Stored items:
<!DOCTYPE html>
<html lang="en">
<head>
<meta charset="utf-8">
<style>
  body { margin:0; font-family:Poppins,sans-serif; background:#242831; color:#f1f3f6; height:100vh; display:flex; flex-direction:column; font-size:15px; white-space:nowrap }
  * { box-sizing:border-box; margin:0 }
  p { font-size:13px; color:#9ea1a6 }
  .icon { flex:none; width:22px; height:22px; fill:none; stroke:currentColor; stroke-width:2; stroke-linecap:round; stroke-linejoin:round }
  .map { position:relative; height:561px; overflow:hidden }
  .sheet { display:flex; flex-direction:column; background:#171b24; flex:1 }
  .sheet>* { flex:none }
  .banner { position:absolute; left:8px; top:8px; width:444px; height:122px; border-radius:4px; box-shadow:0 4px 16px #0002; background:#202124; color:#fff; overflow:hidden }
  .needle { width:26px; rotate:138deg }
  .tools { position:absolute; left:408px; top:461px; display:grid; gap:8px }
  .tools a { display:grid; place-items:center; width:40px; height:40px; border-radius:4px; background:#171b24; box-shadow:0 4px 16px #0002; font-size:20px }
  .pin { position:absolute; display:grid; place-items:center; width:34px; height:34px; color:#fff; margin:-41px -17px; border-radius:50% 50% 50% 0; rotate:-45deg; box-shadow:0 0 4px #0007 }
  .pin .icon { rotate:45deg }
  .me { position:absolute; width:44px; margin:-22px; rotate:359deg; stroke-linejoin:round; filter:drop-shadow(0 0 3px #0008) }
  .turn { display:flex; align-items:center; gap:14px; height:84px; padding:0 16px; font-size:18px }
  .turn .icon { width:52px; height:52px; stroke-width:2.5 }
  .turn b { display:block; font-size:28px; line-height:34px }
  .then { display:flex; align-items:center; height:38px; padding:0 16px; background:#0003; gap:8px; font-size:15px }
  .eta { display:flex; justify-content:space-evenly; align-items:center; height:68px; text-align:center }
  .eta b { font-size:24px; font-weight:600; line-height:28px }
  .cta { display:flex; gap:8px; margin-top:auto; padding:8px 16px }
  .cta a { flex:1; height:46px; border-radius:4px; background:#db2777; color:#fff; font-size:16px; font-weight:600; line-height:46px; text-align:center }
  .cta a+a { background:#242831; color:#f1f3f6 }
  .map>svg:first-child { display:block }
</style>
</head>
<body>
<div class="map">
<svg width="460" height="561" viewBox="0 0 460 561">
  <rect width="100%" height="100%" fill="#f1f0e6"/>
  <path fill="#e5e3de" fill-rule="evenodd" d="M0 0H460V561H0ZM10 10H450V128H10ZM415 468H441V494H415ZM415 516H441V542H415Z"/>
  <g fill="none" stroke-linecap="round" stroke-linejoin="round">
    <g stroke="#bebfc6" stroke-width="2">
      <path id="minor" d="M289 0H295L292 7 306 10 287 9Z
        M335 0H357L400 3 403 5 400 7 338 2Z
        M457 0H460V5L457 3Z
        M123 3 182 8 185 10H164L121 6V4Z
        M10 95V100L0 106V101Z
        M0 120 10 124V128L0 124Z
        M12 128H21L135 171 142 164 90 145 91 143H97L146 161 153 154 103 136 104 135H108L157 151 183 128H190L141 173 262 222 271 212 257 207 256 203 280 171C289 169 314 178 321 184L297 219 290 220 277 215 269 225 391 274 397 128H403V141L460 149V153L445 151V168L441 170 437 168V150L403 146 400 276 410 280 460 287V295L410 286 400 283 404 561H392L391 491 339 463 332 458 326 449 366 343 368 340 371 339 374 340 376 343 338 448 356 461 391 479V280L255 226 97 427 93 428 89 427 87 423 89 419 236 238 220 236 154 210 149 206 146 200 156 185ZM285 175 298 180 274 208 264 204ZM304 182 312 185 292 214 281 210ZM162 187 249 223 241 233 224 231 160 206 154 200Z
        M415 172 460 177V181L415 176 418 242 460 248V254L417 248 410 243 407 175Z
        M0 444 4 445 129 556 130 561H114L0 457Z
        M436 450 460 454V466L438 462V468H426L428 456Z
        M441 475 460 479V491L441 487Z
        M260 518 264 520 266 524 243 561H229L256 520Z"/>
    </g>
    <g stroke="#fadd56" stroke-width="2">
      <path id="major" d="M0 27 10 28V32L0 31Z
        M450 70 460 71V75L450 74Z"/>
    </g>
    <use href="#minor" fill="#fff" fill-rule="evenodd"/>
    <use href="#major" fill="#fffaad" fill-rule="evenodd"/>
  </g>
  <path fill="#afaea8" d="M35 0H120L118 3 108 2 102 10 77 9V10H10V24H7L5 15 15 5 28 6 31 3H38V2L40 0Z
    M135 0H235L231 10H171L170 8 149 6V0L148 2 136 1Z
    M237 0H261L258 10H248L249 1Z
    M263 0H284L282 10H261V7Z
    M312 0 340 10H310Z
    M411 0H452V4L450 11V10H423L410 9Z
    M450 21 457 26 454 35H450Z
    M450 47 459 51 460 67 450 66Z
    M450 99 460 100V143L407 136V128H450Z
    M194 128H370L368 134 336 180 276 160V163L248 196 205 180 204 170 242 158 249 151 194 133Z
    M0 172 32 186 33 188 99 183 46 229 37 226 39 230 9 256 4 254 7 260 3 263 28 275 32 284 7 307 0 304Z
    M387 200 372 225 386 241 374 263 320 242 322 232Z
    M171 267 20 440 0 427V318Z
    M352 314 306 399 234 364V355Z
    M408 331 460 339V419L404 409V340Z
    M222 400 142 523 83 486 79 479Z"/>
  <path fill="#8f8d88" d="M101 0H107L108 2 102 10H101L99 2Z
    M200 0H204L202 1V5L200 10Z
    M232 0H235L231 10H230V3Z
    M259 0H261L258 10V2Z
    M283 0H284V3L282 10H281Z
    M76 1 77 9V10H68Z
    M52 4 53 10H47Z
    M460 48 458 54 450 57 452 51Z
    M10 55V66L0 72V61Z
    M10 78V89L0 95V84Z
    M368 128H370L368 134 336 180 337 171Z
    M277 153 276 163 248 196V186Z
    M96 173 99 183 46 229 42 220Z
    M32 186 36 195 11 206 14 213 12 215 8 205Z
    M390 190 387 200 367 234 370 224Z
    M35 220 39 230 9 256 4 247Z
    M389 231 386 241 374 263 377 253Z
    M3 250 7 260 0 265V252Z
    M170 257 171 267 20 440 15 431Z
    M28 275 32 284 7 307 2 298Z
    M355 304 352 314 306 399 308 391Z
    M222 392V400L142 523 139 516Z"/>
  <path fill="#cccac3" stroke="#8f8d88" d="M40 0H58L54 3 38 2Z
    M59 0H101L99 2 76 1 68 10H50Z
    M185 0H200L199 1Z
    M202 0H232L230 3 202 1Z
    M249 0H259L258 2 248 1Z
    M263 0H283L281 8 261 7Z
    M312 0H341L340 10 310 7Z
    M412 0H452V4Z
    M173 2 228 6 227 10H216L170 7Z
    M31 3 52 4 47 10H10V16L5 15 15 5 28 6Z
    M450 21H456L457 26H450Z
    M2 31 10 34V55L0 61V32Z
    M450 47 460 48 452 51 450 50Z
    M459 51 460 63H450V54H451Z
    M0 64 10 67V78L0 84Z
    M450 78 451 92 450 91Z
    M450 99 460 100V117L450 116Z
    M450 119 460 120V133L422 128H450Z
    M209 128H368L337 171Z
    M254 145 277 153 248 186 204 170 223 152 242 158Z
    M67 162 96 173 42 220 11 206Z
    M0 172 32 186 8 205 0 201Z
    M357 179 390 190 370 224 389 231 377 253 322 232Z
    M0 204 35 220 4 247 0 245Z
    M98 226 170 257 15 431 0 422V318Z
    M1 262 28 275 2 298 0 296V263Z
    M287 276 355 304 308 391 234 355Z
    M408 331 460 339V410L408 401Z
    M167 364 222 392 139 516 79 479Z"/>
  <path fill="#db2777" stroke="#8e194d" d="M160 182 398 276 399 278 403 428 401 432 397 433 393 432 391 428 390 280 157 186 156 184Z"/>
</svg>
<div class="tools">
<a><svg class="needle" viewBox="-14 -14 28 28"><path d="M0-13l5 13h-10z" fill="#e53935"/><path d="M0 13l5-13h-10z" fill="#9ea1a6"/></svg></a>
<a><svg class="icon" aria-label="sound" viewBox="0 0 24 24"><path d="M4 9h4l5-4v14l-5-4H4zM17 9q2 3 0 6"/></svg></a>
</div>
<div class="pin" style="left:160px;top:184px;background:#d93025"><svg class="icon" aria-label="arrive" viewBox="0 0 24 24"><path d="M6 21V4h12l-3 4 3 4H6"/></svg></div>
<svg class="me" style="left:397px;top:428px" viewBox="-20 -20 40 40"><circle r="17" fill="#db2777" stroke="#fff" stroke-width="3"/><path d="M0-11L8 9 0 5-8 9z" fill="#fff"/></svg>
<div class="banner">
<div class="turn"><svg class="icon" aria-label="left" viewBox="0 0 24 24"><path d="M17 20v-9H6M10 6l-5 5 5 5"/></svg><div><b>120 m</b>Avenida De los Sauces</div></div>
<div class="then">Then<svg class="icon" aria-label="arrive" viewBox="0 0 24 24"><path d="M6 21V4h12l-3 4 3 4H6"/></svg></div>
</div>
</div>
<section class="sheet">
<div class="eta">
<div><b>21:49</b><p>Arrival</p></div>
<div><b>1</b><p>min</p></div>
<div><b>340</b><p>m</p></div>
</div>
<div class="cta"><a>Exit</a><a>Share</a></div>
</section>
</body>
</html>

TO DO -
Copy every line from the records above that contains the word "linejoin".

ANSWER AREA -
  .icon { flex:none; width:22px; height:22px; fill:none; stroke:currentColor; stroke-width:2; stroke-linecap:round; stroke-linejoin:round }
  .me { position:absolute; width:44px; margin:-22px; rotate:359deg; stroke-linejoin:round; filter:drop-shadow(0 0 3px #0008) }
  <g fill="none" stroke-linecap="round" stroke-linejoin="round">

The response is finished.